**What needs to be done**.
Below is a block of records. Copy every line in it that contains the word "dead".

**Entries supplied**.

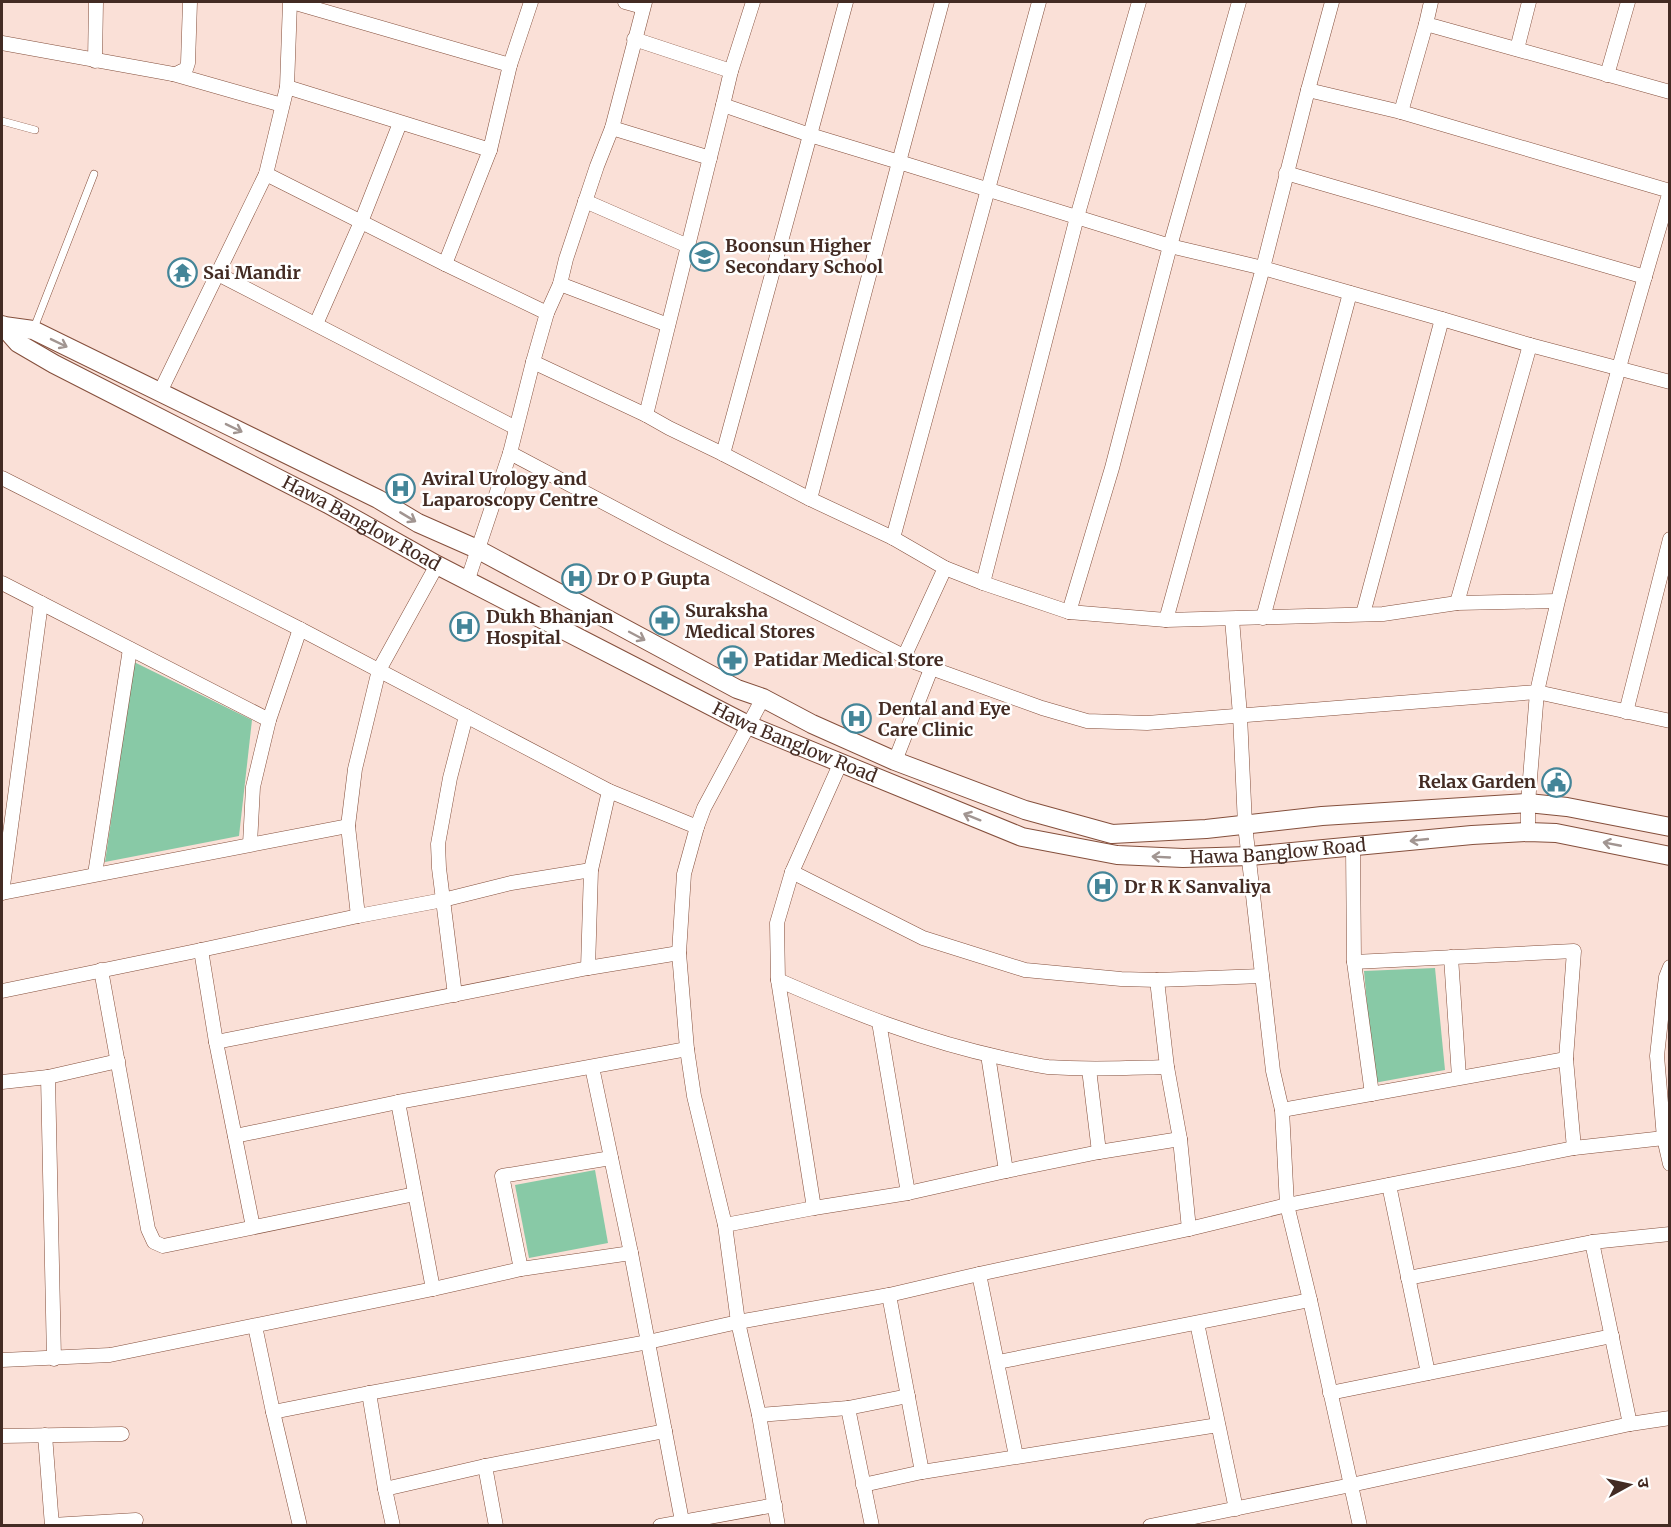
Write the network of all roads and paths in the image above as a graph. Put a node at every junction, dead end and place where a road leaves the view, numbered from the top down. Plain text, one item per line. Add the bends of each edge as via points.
1 (96, 2) edge
2 (190, 2) edge
3 (291, 2) edge
4 (531, 2) edge
5 (626, 2) edge
6 (753, 2) edge
7 (846, 2) edge
8 (942, 2) edge
9 (1040, 2) edge
10 (1139, 2) edge
11 (1239, 2) edge
12 (1332, 2) edge
13 (1431, 2) edge
14 (1529, 2) edge
15 (1628, 2) edge
16 (644, 4) edge
17 (1426, 24) junction
18 (2, 39) edge
19 (634, 39) junction
20 (1517, 50) junction
21 (95, 61) junction
22 (510, 65) junction
23 (731, 71) junction
24 (173, 74) junction
25 (1607, 75) junction
26 (286, 87) junction
27 (1308, 90) junction
28 (1670, 92) edge
29 (282, 105) junction
30 (723, 105) junction
31 (1401, 112) junction
32 (2, 121) edge
33 (400, 123) junction
34 (612, 128) junction
35 (35, 130) dead end
36 (810, 135) junction
37 (490, 150) junction
38 (710, 158) junction
39 (899, 162) junction
40 (1286, 173) junction
41 (94, 174) dead end
42 (266, 174) junction
43 (988, 190) junction
44 (585, 201) junction
45 (1077, 217) junction
46 (361, 222) junction
47 (687, 246) junction
48 (1170, 246) junction
49 (445, 264) junction
50 (1263, 268) junction
51 (218, 274) junction
52 (1645, 277) junction
53 (560, 284) junction
54 (1350, 293) junction
55 (547, 313) junction
56 (1442, 319) junction
57 (316, 324) junction
58 (3, 325) edge
59 (668, 325) junction
60 (33, 330) junction
61 (1530, 345) junction
62 (533, 362) junction
63 (1618, 370) junction
64 (1670, 382) edge
65 (160, 392) junction
66 (646, 415) junction
67 (516, 428) junction
68 (510, 453) junction
69 (723, 454) junction
70 (2, 478) edge
71 (810, 499) junction
72 (893, 538) junction
73 (1670, 539) edge
74 (477, 549) junction
75 (436, 565) junction
76 (945, 568) junction
77 (468, 579) junction
78 (2, 583) edge
79 (983, 583) junction
80 (1557, 601) junction
81 (40, 603) junction
82 (1457, 603) junction
83 (1069, 612) junction
84 (1363, 614) junction
85 (1263, 618) junction
86 (1232, 619) junction
87 (1166, 620) junction
88 (300, 629) junction
89 (130, 649) junction
90 (904, 657) junction
91 (931, 669) junction
92 (379, 670) junction
93 (1537, 692) junction
94 (763, 698) junction
95 (1626, 712) junction
96 (1240, 715) junction
97 (466, 716) junction
98 (269, 720) junction
99 (1670, 721) edge
100 (748, 725) junction
101 (895, 761) junction
102 (841, 762) junction
103 (609, 791) junction
104 (1528, 803) junction
105 (1245, 825) junction
106 (348, 826) junction
107 (697, 827) junction
108 (1670, 827) edge
109 (1528, 832) junction
110 (250, 844) junction
111 (1353, 847) junction
112 (1250, 856) junction
113 (1670, 856) edge
114 (591, 870) junction
115 (792, 872) junction
116 (95, 874) junction
117 (2, 893) edge
118 (443, 900) junction
119 (358, 916) junction
120 (201, 950) junction
121 (679, 953) junction
122 (1451, 957) junction
123 (1354, 962) junction
124 (1670, 967) edge
125 (588, 968) junction
126 (101, 970) junction
127 (1262, 976) junction
128 (778, 980) junction
129 (1158, 980) junction
130 (2, 991) edge
131 (455, 995) junction
132 (1666, 1001) edge
133 (879, 1022) junction
134 (216, 1042) junction
135 (687, 1049) junction
136 (988, 1055) junction
137 (1566, 1059) junction
138 (118, 1061) junction
139 (1167, 1066) junction
140 (592, 1067) junction
141 (1089, 1069) junction
142 (48, 1077) junction
143 (1459, 1077) junction
144 (2, 1082) edge
145 (1372, 1094) junction
146 (398, 1102) junction
147 (1282, 1110) junction
148 (235, 1136) junction
149 (1180, 1138) junction
150 (1664, 1138) junction
151 (1574, 1148) junction
152 (1099, 1152) junction
153 (611, 1158) junction
154 (1670, 1164) edge
155 (1006, 1171) junction
156 (1389, 1185) junction
157 (908, 1193) junction
158 (415, 1194) junction
159 (1287, 1205) junction
160 (814, 1208) junction
161 (725, 1225) junction
162 (253, 1227) junction
163 (1188, 1229) junction
164 (1670, 1234) edge
165 (1592, 1242) junction
166 (631, 1252) junction
167 (521, 1269) junction
168 (979, 1274) junction
169 (1408, 1278) junction
170 (433, 1289) junction
171 (889, 1295) junction
172 (1310, 1300) junction
173 (738, 1322) junction
174 (1197, 1323) junction
175 (255, 1326) junction
176 (1612, 1336) junction
177 (648, 1342) junction
178 (54, 1359) junction
179 (2, 1360) edge
180 (998, 1362) junction
181 (1428, 1373) junction
182 (369, 1393) junction
183 (1330, 1393) junction
184 (908, 1396) junction
185 (848, 1408) junction
186 (273, 1412) junction
187 (759, 1415) junction
188 (1670, 1418) edge
189 (1630, 1424) junction
190 (1218, 1425) junction
191 (665, 1431) junction
192 (122, 1434) dead end
193 (45, 1435) junction
194 (2, 1436) edge
195 (1016, 1456) junction
196 (485, 1466) junction
197 (922, 1472) junction
198 (863, 1485) junction
199 (1351, 1485) junction
200 (385, 1489) junction
201 (774, 1505) junction
202 (1236, 1509) junction
203 (136, 1520) dead end
204 (682, 1521) junction
205 (52, 1525) edge
206 (300, 1526) edge
207 (393, 1526) edge
208 (496, 1526) edge
209 (660, 1526) edge
210 (778, 1526) edge
211 (872, 1526) edge
212 (1150, 1526) edge
213 (1360, 1526) edge

1 - 21 street
2 - 24 street via 188,63 186,69
3 - 22 street
3 - 26 street
4 - 22 street
5 - 16 street
6 - 23 street
7 - 36 street
8 - 39 street
9 - 43 street
10 - 45 street
11 - 48 street
12 - 27 street
13 - 17 street
14 - 20 street
15 - 25 street
16 - 19 street
17 - 20 street
17 - 31 street
18 - 21 street
19 - 23 street
19 - 34 street
20 - 25 street
21 - 24 street
22 - 37 street
23 - 30 street
24 - 29 street
25 - 28 street
26 - 29 street
26 - 33 street
27 - 31 street
27 - 40 street
29 - 42 street
30 - 36 street
30 - 38 street
31 - 52 street via 1670,190
32 - 35 lane
33 - 37 street
33 - 46 street
34 - 38 street
34 - 44 street
36 - 39 street
36 - 69 street
37 - 49 street
38 - 47 street
39 - 43 street
39 - 71 street
40 - 50 street
40 - 52 street
41 - 60 lane
42 - 46 street
42 - 51 street
43 - 45 street
43 - 72 street
44 - 47 street
44 - 53 street
45 - 48 street
45 - 79 street
46 - 49 street
46 - 57 street
47 - 59 street
48 - 50 street
48 - 83 street via 1112,468
49 - 55 street
50 - 54 street
50 - 87 street
51 - 57 street
51 - 65 street
52 - 63 street
53 - 55 street
53 - 59 street
54 - 56 street
54 - 85 street
55 - 62 street
56 - 61 street
56 - 84 street
57 - 67 street
58 - 60 street, Hawa Banglow Road
58 - 75 street, Hawa Banglow Road via 18,343 54,364 328,504
59 - 66 street
60 -> 65 street, Hawa Banglow Road
61 - 63 street
61 - 82 street
62 - 66 street
62 - 67 street
63 - 64 street
63 - 80 street
65 -> 74 street, Hawa Banglow Road
66 - 69 street
67 - 68 street
68 - 74 street
68 - 90 street
69 - 71 street
70 - 88 street
71 - 72 street
72 - 76 street
73 - 95 street
74 - 77 street
74 -> 94 street, Hawa Banglow Road via 737,689
75 - 77 street, Hawa Banglow Road
75 - 92 street
76 - 79 street
76 - 90 street
77 - 100 street, Hawa Banglow Road
78 - 81 street
79 - 83 street
80 - 82 street
80 - 93 street
81 - 89 street
81 - 117 street
82 - 84 street
83 - 87 street
84 - 85 street
85 - 86 street
86 - 87 street
86 - 96 street
88 - 92 street
88 - 98 street
89 - 98 street
89 - 116 street
90 - 91 street
91 - 96 street via 1087,721 1147,723
91 - 101 street
92 - 97 street
92 - 106 street via 355,769
93 - 95 street
93 - 96 street
93 - 104 street
94 - 100 street
94 - 101 street, Hawa Banglow Road
95 - 99 street
96 - 105 street
97 - 103 street
97 - 118 street via 438,844
98 - 110 street via 253,787
100 - 102 street, Hawa Banglow Road
100 - 107 street
101 - 105 street, Hawa Banglow Road via 1026,810 1112,834
112 -> 102 street, Hawa Banglow Road via 1117,855 1022,837
102 - 115 street
103 - 107 street
103 - 114 street
104 - 105 street, Hawa Banglow Road via 1322,816
104 - 108 street, Hawa Banglow Road
104 - 109 street
105 - 112 street
106 - 110 street
106 - 119 street
107 - 121 street via 684,874
109 -> 111 street, Hawa Banglow Road
113 -> 109 street, Hawa Banglow Road via 1556,833
110 - 116 street
111 - 112 street, Hawa Banglow Road
111 - 123 street
112 - 127 street
114 - 118 street via 511,883
114 - 125 street
115 - 128 street via 777,923
115 - 129 street via 923,938 1025,970
116 - 117 street
118 - 119 street
118 - 131 street
119 - 120 street
120 - 126 street
120 - 134 street
121 - 125 street
121 - 135 street
122 - 123 street
122 - 137 street via 1574,951
122 - 143 street
123 - 145 street
124 - 132 street
125 - 131 street
126 - 130 street
126 - 138 street
127 - 129 street
127 - 147 street via 1273,1071
128 - 133 street
128 - 160 street
129 - 139 street
131 - 134 street
132 - 150 street via 1657,1056
133 - 136 street
133 - 157 street
134 - 148 street
135 - 140 street
135 - 161 street via 694,1096
136 - 141 street via 1046,1067
136 - 155 street
137 - 143 street
137 - 151 street
138 - 142 street
138 - 162 street via 148,1229 154,1242 163,1246
139 - 141 street
139 - 149 street
140 - 146 street
140 - 153 street
141 - 152 street
142 - 144 street
142 - 178 street
143 - 145 street
145 - 147 street
146 - 148 street
146 - 158 street
147 - 159 street
148 - 162 street
149 - 152 street
149 - 163 street
150 - 151 street
150 - 154 street
151 - 156 street
152 - 155 street
153 - 166 street
153 - 167 street via 502,1176
155 - 157 street
156 - 159 street
156 - 169 street
157 - 160 street
158 - 162 street
158 - 170 street
159 - 163 street
159 - 172 street
160 - 161 street
161 - 173 street
163 - 168 street
164 - 165 street
165 - 169 street
165 - 176 street
166 - 167 street
166 - 177 street
167 - 170 street
168 - 171 street
168 - 180 street
169 - 181 street
170 - 175 street
171 - 173 street
171 - 184 street
172 - 174 street
172 - 183 street
173 - 177 street
173 - 187 street
174 - 180 street
174 - 190 street
175 - 178 street via 110,1355
175 - 186 street
176 - 181 street
176 - 189 street
177 - 182 street
177 - 191 street
178 - 179 street
180 - 195 street
181 - 183 street
182 - 186 street
182 - 200 street
183 - 199 street
184 - 185 street
184 - 197 street
185 - 187 street
185 - 198 street
186 - 206 street
187 - 201 street
188 - 189 street
189 - 199 street
190 - 195 street
190 - 202 street
191 - 196 street
191 - 204 street
192 - 193 street
193 - 194 street
193 - 205 street
195 - 197 street
196 - 200 street
196 - 208 street
197 - 198 street
198 - 211 street
199 - 202 street
199 - 213 street
200 - 207 street
201 - 204 street
201 - 210 street
202 - 212 street
203 - 205 street
204 - 209 street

**Output**.
Write the network of all roads and paths in the image above as a graph. Put a node at every junction, dead end and place where a road leaves the view, numbered from the top down. Plain text, one item per line. Add the bends of each edge as via points.
35 (35, 130) dead end
41 (94, 174) dead end
192 (122, 1434) dead end
203 (136, 1520) dead end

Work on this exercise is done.